Choosing the right university course and A-levels is undoubtedly critical when it comes to boosting your employability in later life.
But every year we hear the same complaints of how exams are getting easier, with some arguing that annual increases in the number of people passing them with top grades prove they are not as challenging as they were in the past.
Of course, some will respond by saying the standard of teaching and education as a whole has gone up, hence the fact more youngsters are coming away with high marks. And there will be plenty who believe that claiming exams are easier today than they used to be is simply an insult to those students who worked extremely hard to secure those grades.
The debate will rage on and various people will always think the worst of the exam system. But unfortunately, some of these will be employers, who say it is hard to distinguish between different candidates when they've all got A grades on their CVs.
So while students may have bust a gut to get their marks, they need to do even more to grab the attention of recruiters.
Volunteering is one good option, as it can tell an employer a great deal about someone who is seeking a job.

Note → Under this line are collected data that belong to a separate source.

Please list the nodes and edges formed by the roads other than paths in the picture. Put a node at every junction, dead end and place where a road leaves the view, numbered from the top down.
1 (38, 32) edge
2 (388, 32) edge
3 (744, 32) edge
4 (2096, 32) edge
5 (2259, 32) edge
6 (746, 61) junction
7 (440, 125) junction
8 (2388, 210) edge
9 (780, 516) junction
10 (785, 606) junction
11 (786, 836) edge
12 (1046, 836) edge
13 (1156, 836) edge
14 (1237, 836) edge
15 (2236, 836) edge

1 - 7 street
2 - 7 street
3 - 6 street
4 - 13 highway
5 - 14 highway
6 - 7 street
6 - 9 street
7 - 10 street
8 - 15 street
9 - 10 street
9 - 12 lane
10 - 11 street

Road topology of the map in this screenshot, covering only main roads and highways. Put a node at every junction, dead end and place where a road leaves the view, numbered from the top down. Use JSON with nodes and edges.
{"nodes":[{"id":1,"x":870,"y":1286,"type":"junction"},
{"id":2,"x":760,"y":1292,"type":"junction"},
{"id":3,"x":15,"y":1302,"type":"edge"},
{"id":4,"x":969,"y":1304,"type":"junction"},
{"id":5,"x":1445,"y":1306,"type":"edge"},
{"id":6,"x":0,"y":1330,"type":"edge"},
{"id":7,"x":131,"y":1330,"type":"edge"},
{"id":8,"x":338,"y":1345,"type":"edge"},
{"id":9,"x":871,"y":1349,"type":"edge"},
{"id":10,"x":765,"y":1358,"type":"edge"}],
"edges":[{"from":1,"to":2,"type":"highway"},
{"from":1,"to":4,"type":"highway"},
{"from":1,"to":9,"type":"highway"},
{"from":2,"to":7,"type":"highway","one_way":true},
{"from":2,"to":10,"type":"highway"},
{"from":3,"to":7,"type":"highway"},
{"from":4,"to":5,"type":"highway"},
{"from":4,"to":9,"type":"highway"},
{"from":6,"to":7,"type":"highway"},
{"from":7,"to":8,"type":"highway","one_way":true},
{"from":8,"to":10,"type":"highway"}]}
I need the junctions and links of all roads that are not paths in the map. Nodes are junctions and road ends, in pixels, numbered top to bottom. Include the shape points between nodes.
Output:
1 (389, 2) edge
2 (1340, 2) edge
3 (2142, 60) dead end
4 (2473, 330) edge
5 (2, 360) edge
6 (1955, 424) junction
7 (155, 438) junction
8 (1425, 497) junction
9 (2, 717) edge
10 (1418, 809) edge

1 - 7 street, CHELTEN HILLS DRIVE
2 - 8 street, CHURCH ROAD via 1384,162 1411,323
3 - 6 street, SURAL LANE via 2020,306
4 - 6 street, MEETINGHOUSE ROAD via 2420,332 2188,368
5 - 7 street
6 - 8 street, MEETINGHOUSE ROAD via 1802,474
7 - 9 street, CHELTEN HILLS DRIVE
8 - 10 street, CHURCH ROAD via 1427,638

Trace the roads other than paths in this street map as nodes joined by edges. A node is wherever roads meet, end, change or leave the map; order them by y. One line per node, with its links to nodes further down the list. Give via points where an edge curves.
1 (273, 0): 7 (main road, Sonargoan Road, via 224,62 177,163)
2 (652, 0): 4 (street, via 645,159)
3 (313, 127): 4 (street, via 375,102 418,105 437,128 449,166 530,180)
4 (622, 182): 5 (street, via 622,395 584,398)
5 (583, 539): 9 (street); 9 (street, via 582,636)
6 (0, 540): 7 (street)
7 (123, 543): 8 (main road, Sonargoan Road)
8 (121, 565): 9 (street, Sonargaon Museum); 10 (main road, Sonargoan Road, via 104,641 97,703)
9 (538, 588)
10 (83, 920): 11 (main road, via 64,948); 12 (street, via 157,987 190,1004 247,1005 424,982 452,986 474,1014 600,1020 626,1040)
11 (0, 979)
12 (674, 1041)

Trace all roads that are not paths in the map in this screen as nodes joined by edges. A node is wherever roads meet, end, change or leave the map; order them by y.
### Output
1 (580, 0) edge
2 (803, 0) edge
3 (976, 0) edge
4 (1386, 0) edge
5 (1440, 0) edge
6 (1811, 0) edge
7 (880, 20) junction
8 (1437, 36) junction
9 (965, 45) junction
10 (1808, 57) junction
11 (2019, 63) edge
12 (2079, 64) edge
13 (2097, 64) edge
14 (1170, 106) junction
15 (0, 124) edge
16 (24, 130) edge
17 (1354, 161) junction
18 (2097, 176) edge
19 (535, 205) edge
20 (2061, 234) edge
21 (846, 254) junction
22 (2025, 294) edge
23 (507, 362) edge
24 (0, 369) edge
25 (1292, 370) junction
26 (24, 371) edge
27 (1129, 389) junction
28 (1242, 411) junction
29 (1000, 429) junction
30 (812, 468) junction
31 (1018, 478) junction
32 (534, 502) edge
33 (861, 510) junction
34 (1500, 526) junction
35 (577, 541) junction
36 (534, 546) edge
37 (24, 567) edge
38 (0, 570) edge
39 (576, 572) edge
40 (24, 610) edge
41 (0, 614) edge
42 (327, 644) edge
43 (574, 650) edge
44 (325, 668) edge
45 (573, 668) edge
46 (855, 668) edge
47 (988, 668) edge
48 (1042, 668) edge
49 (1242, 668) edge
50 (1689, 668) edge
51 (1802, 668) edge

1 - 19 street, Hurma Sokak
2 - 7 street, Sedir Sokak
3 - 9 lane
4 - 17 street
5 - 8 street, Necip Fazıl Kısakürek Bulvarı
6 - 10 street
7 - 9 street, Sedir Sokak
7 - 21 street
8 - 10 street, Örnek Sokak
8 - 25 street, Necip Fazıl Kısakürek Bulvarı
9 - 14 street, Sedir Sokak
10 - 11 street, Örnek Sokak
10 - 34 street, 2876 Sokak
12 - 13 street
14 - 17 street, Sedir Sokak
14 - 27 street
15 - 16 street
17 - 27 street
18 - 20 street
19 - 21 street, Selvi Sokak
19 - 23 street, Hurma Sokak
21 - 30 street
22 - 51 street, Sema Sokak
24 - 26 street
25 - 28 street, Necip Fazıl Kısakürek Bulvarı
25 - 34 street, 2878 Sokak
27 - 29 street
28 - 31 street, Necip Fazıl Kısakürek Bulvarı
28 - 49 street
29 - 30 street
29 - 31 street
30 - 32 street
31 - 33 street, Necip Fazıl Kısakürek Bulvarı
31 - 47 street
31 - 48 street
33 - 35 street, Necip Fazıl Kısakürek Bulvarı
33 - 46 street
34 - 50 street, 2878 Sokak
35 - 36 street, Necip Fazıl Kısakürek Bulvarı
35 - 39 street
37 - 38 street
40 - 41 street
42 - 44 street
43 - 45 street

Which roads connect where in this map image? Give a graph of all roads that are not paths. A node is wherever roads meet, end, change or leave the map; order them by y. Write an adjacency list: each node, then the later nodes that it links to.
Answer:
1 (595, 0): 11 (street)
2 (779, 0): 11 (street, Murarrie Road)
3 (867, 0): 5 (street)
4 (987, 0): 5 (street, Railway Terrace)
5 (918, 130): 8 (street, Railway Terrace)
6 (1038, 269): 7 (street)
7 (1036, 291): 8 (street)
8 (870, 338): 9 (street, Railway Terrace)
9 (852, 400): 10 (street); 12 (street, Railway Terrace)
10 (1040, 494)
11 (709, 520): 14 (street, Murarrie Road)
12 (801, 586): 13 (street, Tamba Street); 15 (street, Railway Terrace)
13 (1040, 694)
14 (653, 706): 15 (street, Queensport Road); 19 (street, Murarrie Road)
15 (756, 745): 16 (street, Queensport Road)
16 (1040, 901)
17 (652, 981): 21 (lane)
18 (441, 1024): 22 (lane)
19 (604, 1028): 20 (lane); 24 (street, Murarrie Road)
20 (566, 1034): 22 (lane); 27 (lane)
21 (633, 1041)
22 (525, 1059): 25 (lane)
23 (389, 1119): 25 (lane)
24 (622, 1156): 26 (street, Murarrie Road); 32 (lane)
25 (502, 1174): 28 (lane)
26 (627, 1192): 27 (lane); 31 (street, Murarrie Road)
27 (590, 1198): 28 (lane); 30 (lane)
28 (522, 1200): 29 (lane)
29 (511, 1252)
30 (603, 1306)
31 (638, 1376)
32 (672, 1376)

Indeed, David McCullough of volunteers group WRVS has said: "The ability to demonstrate that you can do other things and you have got additional skills, plus the fact that you have got the get-up-and-go to do some volunteering, as well as contribute to your community, is very important when employers are looking for the right person to do those very rare jobs."
Ongoing difficulties in the labour market have been extremely well-documented and much has been made of the issue of youth unemployment in particular.
While many young people are now very highly qualified, with an impressive array of GCSEs, A-levels and university degrees, actual jobs are scarce. As a result, competition for each position is very strong, so jobseekers must do as much as they can to distinguish themselves from their rivals.